• **Task**
Return every line of the data that contains the string "positions".

Saved data entries:
....................

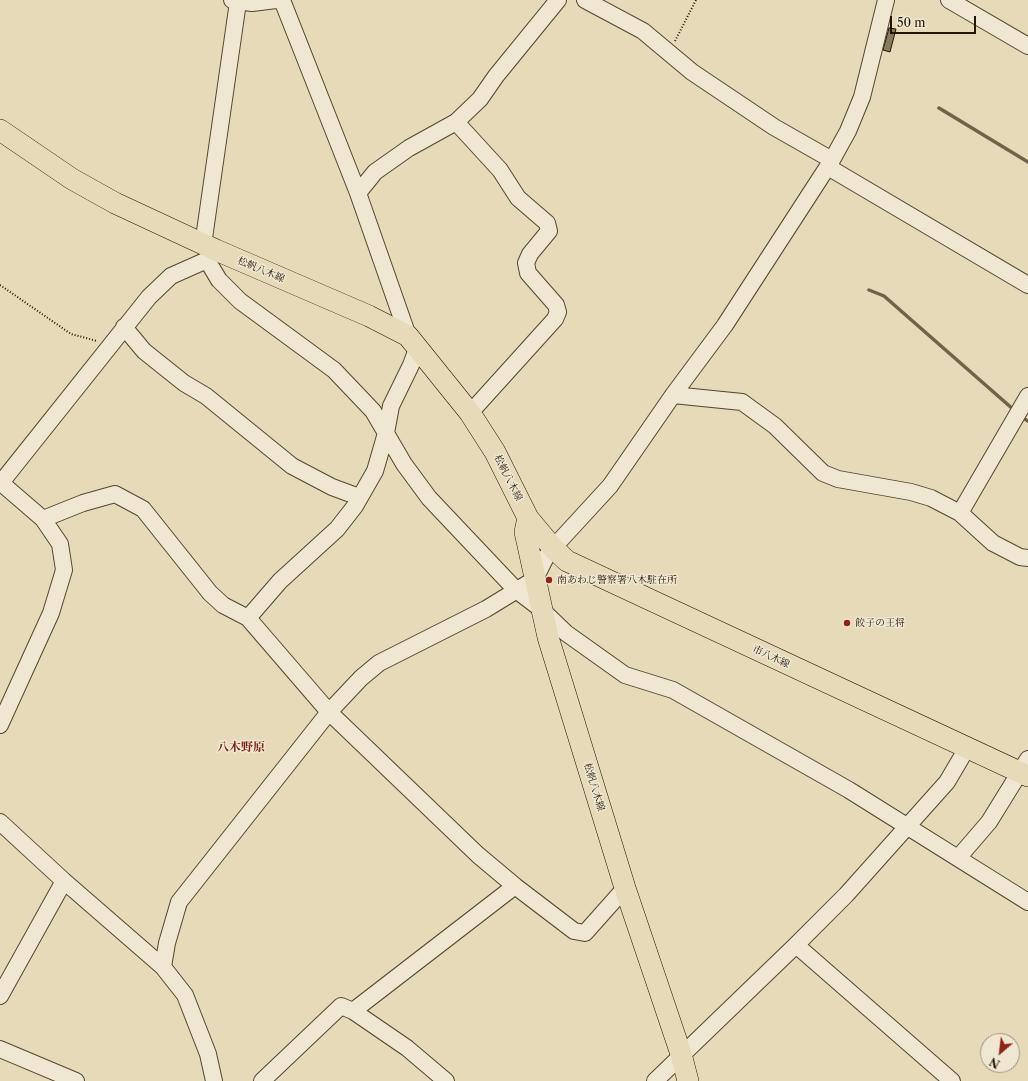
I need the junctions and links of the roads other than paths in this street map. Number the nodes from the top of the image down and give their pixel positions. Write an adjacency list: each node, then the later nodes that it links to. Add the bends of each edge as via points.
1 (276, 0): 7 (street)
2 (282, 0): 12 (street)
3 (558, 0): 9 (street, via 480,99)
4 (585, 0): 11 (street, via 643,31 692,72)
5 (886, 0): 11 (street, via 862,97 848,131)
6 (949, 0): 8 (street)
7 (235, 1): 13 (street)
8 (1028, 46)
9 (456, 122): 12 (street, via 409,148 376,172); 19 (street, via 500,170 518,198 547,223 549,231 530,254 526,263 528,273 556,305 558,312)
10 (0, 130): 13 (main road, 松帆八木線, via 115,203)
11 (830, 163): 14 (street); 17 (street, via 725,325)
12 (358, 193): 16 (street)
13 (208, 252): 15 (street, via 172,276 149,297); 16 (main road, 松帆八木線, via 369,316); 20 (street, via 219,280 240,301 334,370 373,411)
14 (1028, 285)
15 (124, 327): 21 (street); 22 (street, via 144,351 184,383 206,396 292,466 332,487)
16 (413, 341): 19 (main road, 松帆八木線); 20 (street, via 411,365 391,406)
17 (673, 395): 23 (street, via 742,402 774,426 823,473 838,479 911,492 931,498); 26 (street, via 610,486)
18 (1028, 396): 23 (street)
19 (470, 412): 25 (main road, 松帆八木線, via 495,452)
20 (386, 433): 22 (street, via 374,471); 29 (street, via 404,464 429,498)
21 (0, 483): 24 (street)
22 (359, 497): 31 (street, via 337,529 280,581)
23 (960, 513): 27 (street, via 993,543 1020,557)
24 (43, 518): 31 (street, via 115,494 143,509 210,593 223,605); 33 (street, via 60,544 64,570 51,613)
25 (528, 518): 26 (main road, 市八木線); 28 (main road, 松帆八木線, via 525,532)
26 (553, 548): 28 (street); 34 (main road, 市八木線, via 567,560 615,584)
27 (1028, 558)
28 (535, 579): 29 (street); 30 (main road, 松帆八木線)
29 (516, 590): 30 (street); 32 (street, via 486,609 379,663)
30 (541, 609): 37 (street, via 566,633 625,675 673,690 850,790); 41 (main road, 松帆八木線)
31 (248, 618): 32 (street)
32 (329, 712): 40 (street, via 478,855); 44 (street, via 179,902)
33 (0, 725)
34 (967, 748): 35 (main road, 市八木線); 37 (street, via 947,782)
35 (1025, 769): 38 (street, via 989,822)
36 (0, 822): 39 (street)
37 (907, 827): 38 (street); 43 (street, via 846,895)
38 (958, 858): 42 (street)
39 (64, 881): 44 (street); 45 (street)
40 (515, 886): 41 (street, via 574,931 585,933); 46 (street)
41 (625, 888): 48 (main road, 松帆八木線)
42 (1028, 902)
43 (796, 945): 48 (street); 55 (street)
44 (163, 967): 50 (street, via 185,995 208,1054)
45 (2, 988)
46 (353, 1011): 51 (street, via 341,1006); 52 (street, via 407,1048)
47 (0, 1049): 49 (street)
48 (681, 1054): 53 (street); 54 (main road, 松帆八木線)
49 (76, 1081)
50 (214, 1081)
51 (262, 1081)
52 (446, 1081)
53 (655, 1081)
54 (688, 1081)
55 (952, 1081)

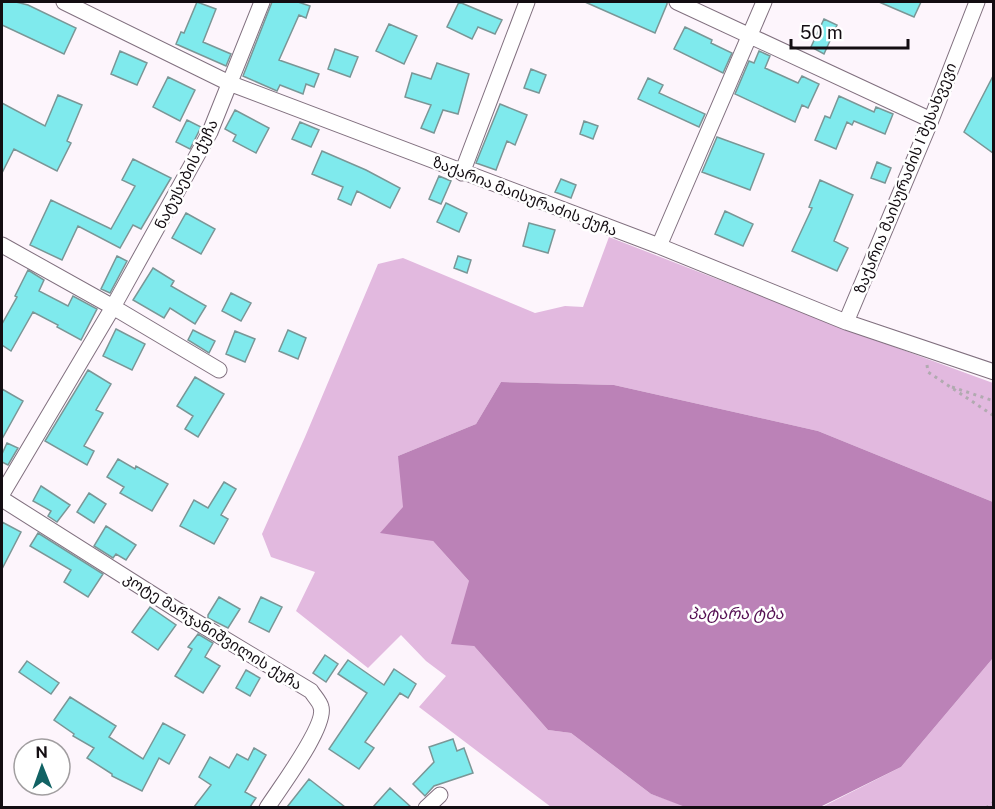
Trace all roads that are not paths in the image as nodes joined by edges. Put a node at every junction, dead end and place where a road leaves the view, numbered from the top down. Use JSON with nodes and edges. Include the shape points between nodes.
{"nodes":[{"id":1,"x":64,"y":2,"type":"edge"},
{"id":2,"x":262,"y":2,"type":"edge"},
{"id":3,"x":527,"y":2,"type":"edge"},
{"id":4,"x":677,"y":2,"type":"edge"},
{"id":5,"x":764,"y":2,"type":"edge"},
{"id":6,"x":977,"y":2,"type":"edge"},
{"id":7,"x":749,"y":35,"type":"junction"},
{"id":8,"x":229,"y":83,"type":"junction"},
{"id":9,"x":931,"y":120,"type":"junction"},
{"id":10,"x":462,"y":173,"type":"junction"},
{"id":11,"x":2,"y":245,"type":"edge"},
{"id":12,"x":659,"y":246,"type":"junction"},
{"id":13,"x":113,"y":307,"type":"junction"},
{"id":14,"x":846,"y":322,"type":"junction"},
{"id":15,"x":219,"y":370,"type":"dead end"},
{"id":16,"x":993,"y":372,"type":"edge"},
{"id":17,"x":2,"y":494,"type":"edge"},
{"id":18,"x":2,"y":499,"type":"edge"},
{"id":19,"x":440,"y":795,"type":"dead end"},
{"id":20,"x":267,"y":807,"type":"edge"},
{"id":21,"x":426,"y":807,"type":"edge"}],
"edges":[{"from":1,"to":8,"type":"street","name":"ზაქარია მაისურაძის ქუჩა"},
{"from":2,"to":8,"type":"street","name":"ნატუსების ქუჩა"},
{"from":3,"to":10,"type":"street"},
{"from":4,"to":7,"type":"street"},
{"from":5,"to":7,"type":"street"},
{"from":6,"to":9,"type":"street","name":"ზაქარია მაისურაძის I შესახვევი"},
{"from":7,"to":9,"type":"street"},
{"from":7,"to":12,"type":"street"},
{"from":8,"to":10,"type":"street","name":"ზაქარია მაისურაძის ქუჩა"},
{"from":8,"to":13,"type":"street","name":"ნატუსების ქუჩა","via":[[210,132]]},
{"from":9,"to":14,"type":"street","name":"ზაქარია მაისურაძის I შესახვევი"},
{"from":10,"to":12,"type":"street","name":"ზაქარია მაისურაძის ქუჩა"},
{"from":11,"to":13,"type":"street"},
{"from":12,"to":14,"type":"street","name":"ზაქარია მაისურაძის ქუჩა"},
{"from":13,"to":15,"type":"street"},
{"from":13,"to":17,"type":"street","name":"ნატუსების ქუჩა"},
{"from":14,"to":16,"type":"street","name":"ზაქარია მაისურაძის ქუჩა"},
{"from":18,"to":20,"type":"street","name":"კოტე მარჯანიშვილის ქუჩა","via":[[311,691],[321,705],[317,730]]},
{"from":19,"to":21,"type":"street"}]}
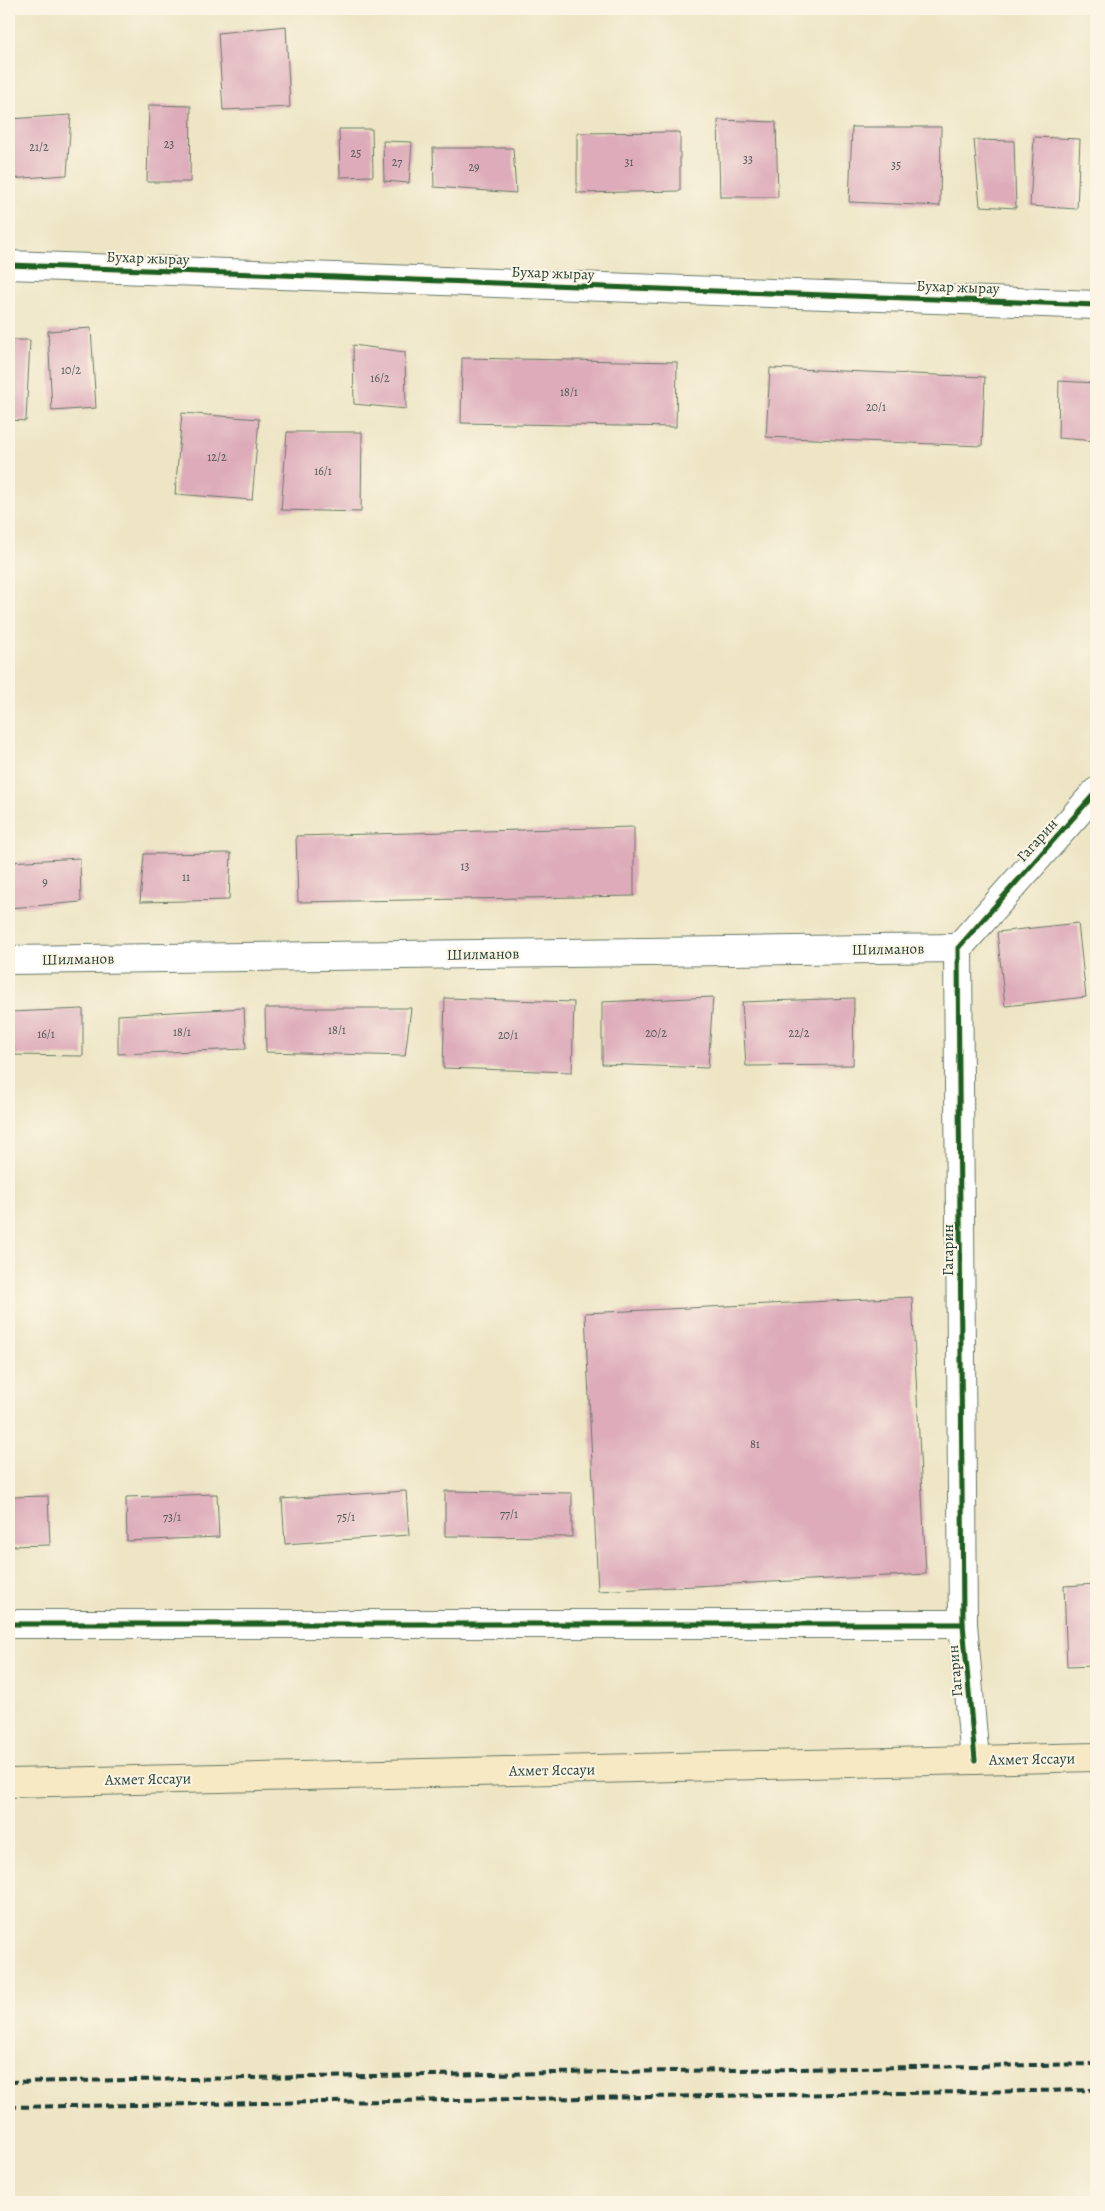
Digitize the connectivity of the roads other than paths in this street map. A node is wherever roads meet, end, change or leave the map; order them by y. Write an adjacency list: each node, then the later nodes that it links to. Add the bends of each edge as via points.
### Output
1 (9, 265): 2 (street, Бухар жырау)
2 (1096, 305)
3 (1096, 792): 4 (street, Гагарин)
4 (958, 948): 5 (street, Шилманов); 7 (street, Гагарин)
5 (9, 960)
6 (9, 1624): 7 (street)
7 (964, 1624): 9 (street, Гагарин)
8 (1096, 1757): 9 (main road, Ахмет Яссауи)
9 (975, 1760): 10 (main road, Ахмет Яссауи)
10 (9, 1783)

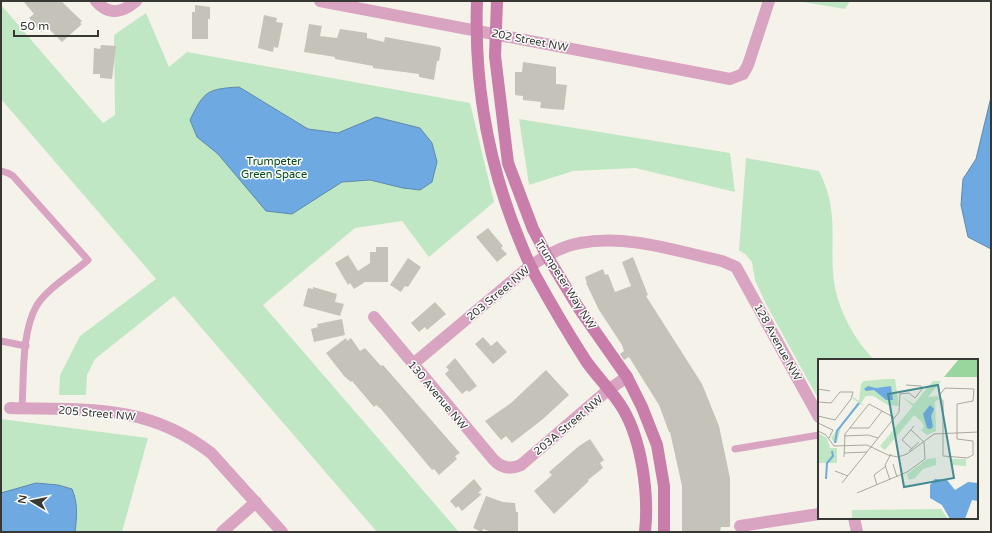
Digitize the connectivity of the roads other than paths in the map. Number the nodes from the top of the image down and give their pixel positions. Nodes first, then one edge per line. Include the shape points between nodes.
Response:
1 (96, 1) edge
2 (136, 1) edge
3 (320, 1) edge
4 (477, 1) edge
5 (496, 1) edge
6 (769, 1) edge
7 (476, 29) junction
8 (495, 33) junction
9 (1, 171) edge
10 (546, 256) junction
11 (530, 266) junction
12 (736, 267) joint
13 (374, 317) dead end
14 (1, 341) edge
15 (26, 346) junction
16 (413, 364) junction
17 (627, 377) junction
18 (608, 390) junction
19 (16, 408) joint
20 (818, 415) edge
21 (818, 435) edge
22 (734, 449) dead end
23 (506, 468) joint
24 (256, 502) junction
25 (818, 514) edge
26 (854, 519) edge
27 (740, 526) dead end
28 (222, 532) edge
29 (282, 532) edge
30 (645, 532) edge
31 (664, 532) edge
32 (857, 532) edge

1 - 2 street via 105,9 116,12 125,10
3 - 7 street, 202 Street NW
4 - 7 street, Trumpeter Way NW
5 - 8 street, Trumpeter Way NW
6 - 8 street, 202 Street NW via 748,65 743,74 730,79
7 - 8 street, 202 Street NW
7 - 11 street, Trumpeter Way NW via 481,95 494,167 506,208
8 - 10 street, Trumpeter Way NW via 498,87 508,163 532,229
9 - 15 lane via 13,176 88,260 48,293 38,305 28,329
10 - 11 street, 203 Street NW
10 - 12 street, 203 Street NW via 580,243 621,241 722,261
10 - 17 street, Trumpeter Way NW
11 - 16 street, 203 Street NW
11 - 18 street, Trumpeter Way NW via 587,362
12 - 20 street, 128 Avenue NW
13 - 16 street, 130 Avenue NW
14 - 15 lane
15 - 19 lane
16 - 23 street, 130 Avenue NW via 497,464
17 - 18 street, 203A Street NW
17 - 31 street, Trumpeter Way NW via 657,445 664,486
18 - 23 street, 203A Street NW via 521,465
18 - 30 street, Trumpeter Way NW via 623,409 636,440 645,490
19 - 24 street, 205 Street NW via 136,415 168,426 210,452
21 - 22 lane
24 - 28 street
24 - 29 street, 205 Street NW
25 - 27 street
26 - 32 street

....................

• **Answer to the exercise**
I need the junctions and links of the roads other than paths in this street map. Number the nodes from the top of the image down and give their pixel positions. Write an adjacency list: each node, then the later nodes that it links to. Add the bends of each edge as via points.
Digitize the connectivity of the roads other than paths in the map. Number the nodes from the top of the image down and give their pixel positions. Nodes first, then one edge per line. Include the shape points between nodes.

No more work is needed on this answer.